The White Lady of Corstorphine

Although is it now a suburb of Edinburgh, Corstorphine was a separate village until around 1920, when the growth of the city absorbed it. Within the village stood a grand castle, which was home to the Forresters. Originally built in the late 14th century as a defensive towerhouse, the castle was adapted over the years, but demolished in 1797. Small parts of it remained until 1852, when all trace of the castle was lost, other than a doocot which stands where the former access road once was. A huge Sycamore tree also stood by the former access route, significant not only for its age with it being estimated to be up to 600 years old, but also because it was the first known Sycamore tree to grow in Corstorphine. Sadly, the tree was blown down in a storm in 1998.
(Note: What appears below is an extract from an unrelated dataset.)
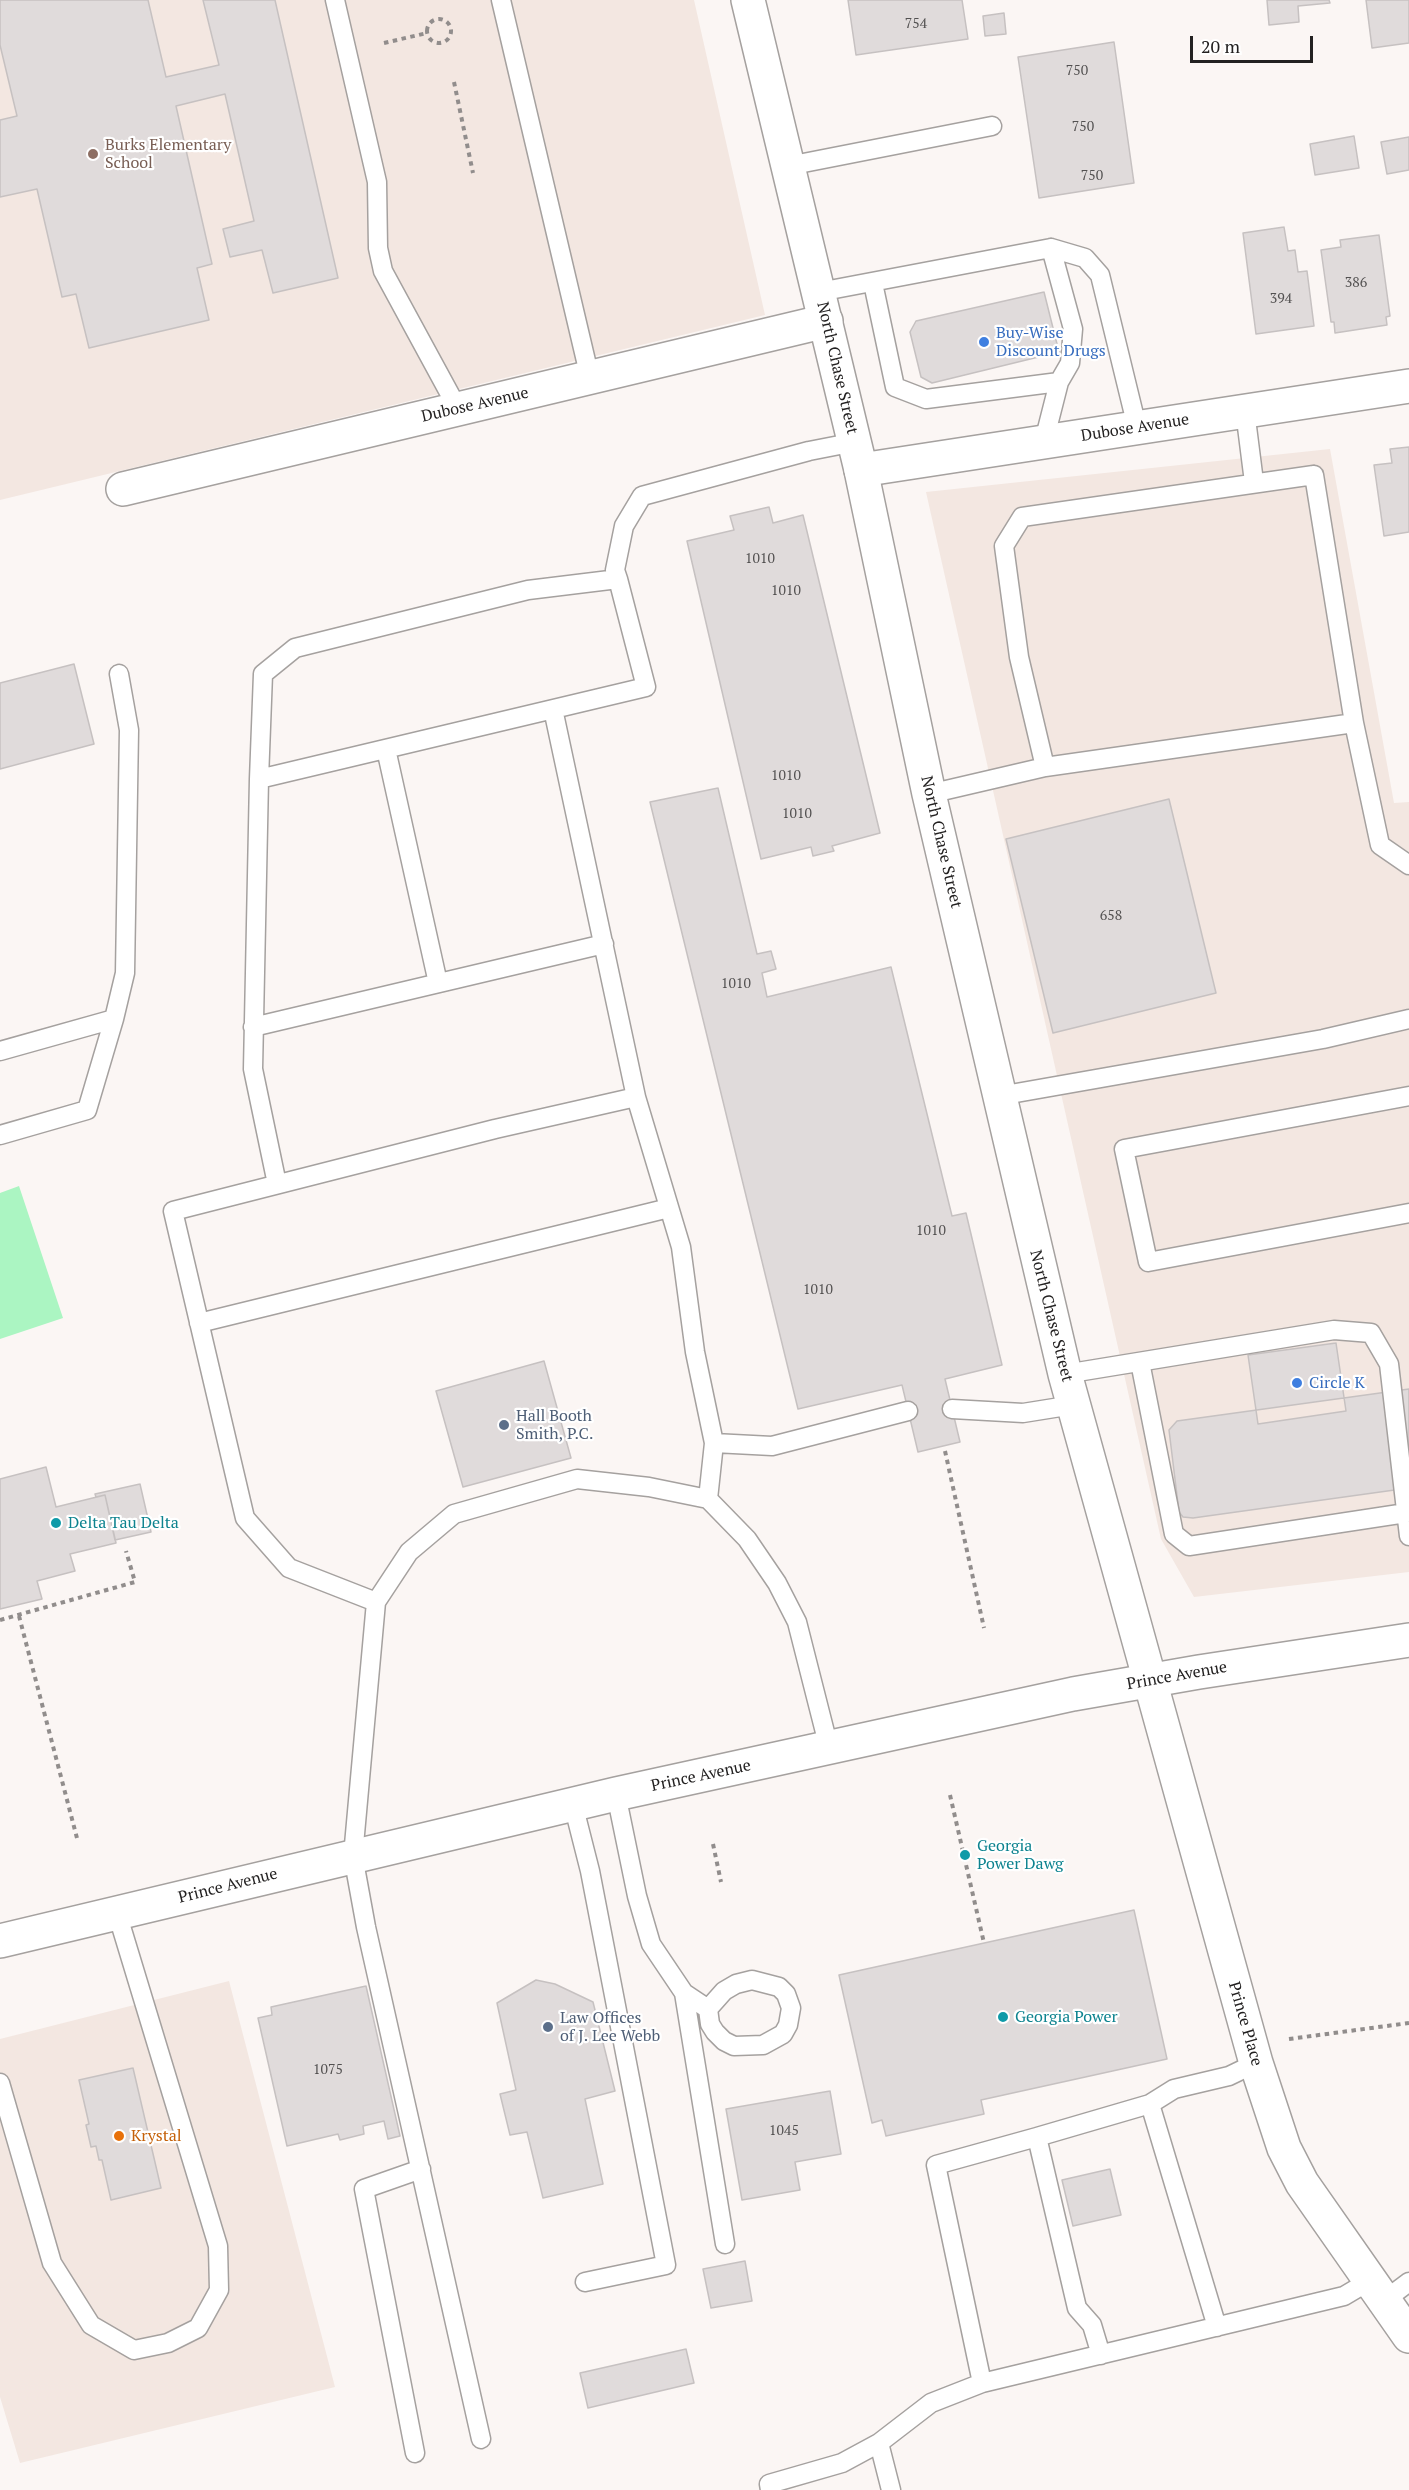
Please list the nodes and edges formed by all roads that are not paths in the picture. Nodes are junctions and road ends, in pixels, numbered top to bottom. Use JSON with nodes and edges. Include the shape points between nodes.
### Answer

The Sycamore is however central in the tale of haunting connected to the former castle. James Baillie, 2nd Lord Forrester, inherited the title and estate from his father in 1654 and became actively involved in the local community. After the death of his 2nd wife in 1668, he began seeing a local lady named Christian Nimmo. It was bit of a difficult relationship, Christian was the niece of James Ballie's first wife, yet despite any local gossip, they were keen to try to make it work. On 26th August, 1679, Christian arrived at Corstorphine Castle for a pre-arranged meeting with James, yet she found he was instead drinking in a nearby public house. Furious, she sent a servant to collect him and bring him back to the castle.

When they returned it was clear that he was under the influence of alcohol, and so they decided to go for a walk through the gardens to help clear his head. The conversation was pleasant initially, but soon the couple broke into an argument. In a fit of rage, she grabbed James's sword from his side and stabbed him several times with it until he fell dead at the foot of the Sycamore tree. Horrified at what she had done, Christian fled the scene.

Unfortunately for her, the whole thing had been witnessed by a passer by, and the alarm was raised. Having verified that James was dead, a search party was sent to look for Christian. Her shoe was found close to one of the castle towers, apparently having come off as she ran, which gave the clue as to where she was. The tower was searched and she was found hiding in a cupboard.

She stood trial and despite arguing that James had attacked her in a drunken rage and she had only acted in self defence, the witness evidence refuted that and she was found guilty of murder. On 12th September, 1679, she was beheaded at the Market Cross.

Ever since her execution, there have been reports of her ghostly figure being seen wearing a blood stained dress and carrying a bloodied sword. She is said to be heard to sob loudly as she walks around both the doocot and the site of the tree, ever remorseful at her actions of that fateful night.